* YOUR TASK *
Could the data below please be reproduced word for word, without the pictures?

* LISTED ENTRIES *
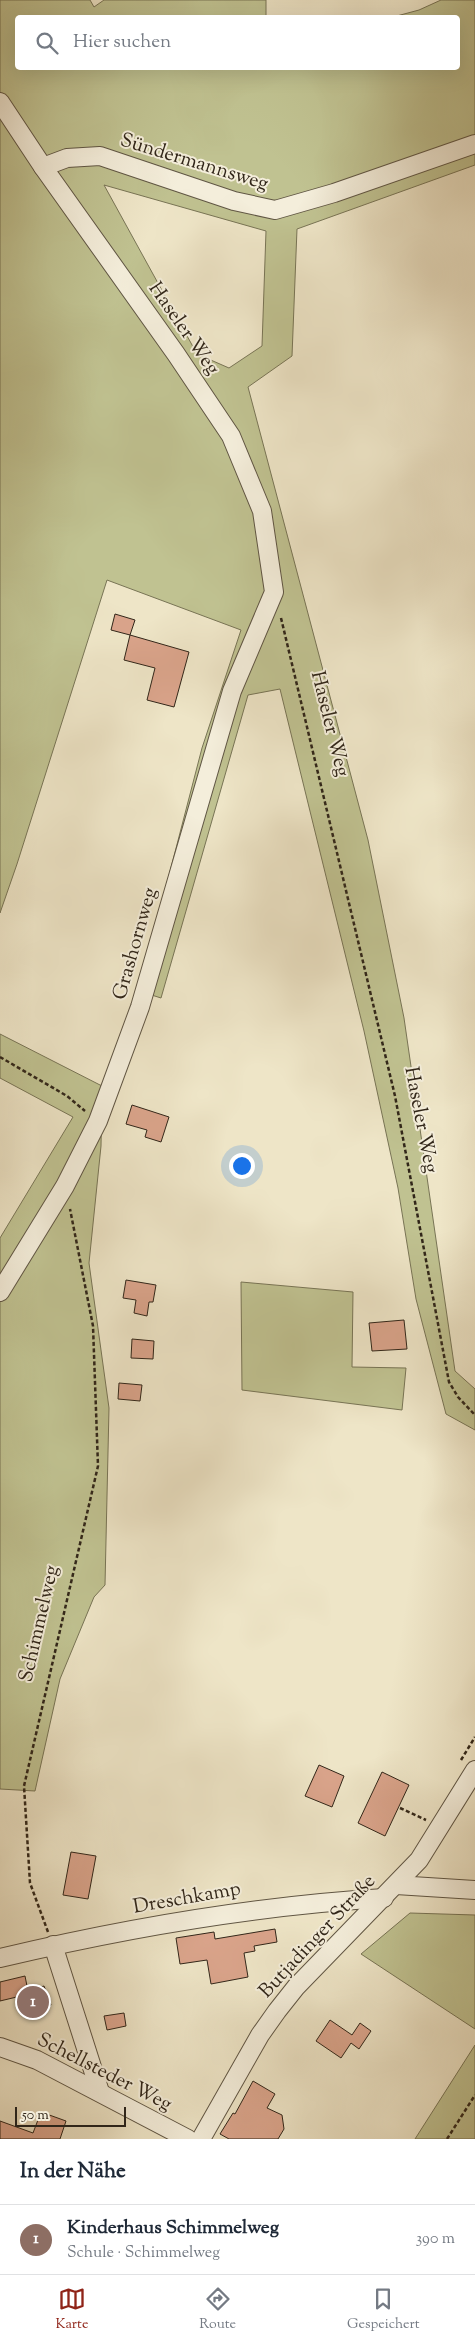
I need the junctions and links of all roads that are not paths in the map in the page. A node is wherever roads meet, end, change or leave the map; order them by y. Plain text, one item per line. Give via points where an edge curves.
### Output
1 (0, 102) edge
2 (475, 144) edge
3 (43, 167) junction
4 (274, 592) joint
5 (0, 1292) edge
6 (475, 1770) edge
7 (396, 1885) junction
8 (475, 1890) edge
9 (384, 1898) junction
10 (53, 1945) junction
11 (0, 1958) edge
12 (0, 2047) edge
13 (100, 2092) junction
14 (188, 2139) edge
15 (201, 2139) edge

1 - 3 street, Haseler Weg
2 - 3 street, Sündermannsweg via 275,210 234,201 100,156 67,158
3 - 4 street, Haseler Weg via 231,436 262,511
4 - 5 street, Grashornweg via 232,691 140,1007 98,1121 65,1186
6 - 7 street, Butjadinger Straße via 419,1860
7 - 8 street
7 - 9 street, Butjadinger Straße
9 - 10 street, Dreschkamp via 268,1907
9 - 15 street, Butjadinger Straße via 277,2010
10 - 11 street, Dreschkamp
10 - 13 street
12 - 13 street, Schellsteder Weg via 37,2060
13 - 14 street, Schellsteder Weg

* TASK RESULT *
I need the junctions and links of all roads that are not paths in the map in the page. A node is wherever roads meet, end, change or leave the map; order them by y. Plain text, one item per line. Give via points where an edge curves.
### Output
1 (0, 102) edge
2 (475, 144) edge
3 (43, 167) junction
4 (274, 592) joint
5 (0, 1292) edge
6 (475, 1770) edge
7 (396, 1885) junction
8 (475, 1890) edge
9 (384, 1898) junction
10 (53, 1945) junction
11 (0, 1958) edge
12 (0, 2047) edge
13 (100, 2092) junction
14 (188, 2139) edge
15 (201, 2139) edge

1 - 3 street, Haseler Weg
2 - 3 street, Sündermannsweg via 275,210 234,201 100,156 67,158
3 - 4 street, Haseler Weg via 231,436 262,511
4 - 5 street, Grashornweg via 232,691 140,1007 98,1121 65,1186
6 - 7 street, Butjadinger Straße via 419,1860
7 - 8 street
7 - 9 street, Butjadinger Straße
9 - 10 street, Dreschkamp via 268,1907
9 - 15 street, Butjadinger Straße via 277,2010
10 - 11 street, Dreschkamp
10 - 13 street
12 - 13 street, Schellsteder Weg via 37,2060
13 - 14 street, Schellsteder Weg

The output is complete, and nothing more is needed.